Investors Lean In as Series D Round Attracts Capital
The round was led by Jane Street, which also invested in the company’s larger Series C. Other participants include:
- Ares Management
- ARK Invest
- Corner Capital
- Emerson Collective
- Galvanize
- Hood River Capital Management
- NGP (Natural Gas Partners)
- Point72, representing its founder Steve Cohen
- Reaves Asset Management
- Segra Capital Management
- XTX Ventures
The mix of investors ranges from public-markets specialists to climate-focused funds, with all expressing confidence that nuclear’s role in decarbonization is shifting from policy aspiration toward a commercial reality.
Regulatory and Fuel Realities Facing Advanced Reactors
But despite the momentum, SMRs have not escaped deployment challenges. There are only a few SMR projects around the world, and there are none operating in the United States. By contrast, Canada’s Ontario Power Generation has launched early-site activities for GE Hitachi’s BWRX-300, and Japan and China have fielded high-temperature gas-cooled reactors rooted in X-energy’s design.

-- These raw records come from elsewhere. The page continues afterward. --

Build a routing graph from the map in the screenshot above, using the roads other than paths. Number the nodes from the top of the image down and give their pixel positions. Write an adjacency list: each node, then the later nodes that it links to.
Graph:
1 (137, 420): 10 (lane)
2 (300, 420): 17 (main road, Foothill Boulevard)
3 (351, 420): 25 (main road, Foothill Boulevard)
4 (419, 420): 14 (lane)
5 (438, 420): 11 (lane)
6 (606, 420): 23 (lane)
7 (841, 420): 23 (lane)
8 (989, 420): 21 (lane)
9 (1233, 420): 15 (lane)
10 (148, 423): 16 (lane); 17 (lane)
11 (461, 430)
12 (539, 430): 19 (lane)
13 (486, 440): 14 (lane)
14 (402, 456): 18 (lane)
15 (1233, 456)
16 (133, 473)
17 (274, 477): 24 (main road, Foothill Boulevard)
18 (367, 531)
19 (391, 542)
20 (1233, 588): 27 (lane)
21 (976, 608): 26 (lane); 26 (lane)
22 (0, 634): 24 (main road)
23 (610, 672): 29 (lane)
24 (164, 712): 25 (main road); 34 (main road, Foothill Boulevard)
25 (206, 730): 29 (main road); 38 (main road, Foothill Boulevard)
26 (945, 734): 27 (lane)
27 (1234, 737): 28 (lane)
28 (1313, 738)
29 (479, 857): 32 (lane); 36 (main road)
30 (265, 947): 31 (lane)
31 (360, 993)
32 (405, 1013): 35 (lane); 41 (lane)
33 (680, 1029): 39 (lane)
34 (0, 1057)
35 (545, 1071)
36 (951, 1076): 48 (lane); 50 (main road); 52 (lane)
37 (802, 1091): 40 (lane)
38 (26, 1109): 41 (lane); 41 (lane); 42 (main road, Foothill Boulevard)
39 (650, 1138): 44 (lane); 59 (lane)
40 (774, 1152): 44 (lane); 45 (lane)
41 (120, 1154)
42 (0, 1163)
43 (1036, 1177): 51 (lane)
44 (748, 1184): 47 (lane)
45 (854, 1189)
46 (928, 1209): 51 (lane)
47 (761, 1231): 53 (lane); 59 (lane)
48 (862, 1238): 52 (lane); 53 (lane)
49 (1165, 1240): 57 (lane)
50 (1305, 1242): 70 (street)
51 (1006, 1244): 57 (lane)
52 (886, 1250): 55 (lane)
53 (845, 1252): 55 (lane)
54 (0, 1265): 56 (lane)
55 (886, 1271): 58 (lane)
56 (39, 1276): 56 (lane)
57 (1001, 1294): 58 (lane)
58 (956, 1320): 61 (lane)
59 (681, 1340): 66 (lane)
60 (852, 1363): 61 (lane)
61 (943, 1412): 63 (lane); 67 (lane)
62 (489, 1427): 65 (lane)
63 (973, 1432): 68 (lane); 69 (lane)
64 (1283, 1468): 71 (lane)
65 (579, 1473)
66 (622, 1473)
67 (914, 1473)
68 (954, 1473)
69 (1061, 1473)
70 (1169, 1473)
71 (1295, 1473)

Fuel supply is another constraint. Many advanced designs rely on high-assay low-enriched uranium, and U.S. production is relatively scant. The U.S. Department of Energy (DOE) has introduced measures to help generate domestic production of HALEU, and a demonstration line by Centrus Energy has started first-stage production but is small in comparison with forecast demand. X-energy’s supply chain investments will need to correspond with these fuel ramp timelines in order to stay on plan.
Nuclear’s Second Act Takes Shape Amid Fresh Momentum
The Series D underscores how fast nuclear has gone from speculative to strategic for industrial, power-hungry sectors. Following high-profile failures — among them the cancellation of a flagship SMR project in the U.S. — developers with real customers, replicable designs and fuel strategies are finding funding. If X-energy can turn its order book into on-time deployments, it would represent a critical proof point for advanced nuclear in North America.
For now, the company’s challenge is more operational: get manufacturing lined up, qualify suppliers and achieve alignment between regulators, utilities and industrial buyers on a build cadence that can scale. With another $700 million in the bank and blue-chip customers waiting in line, X-energy has the runway to give it a go.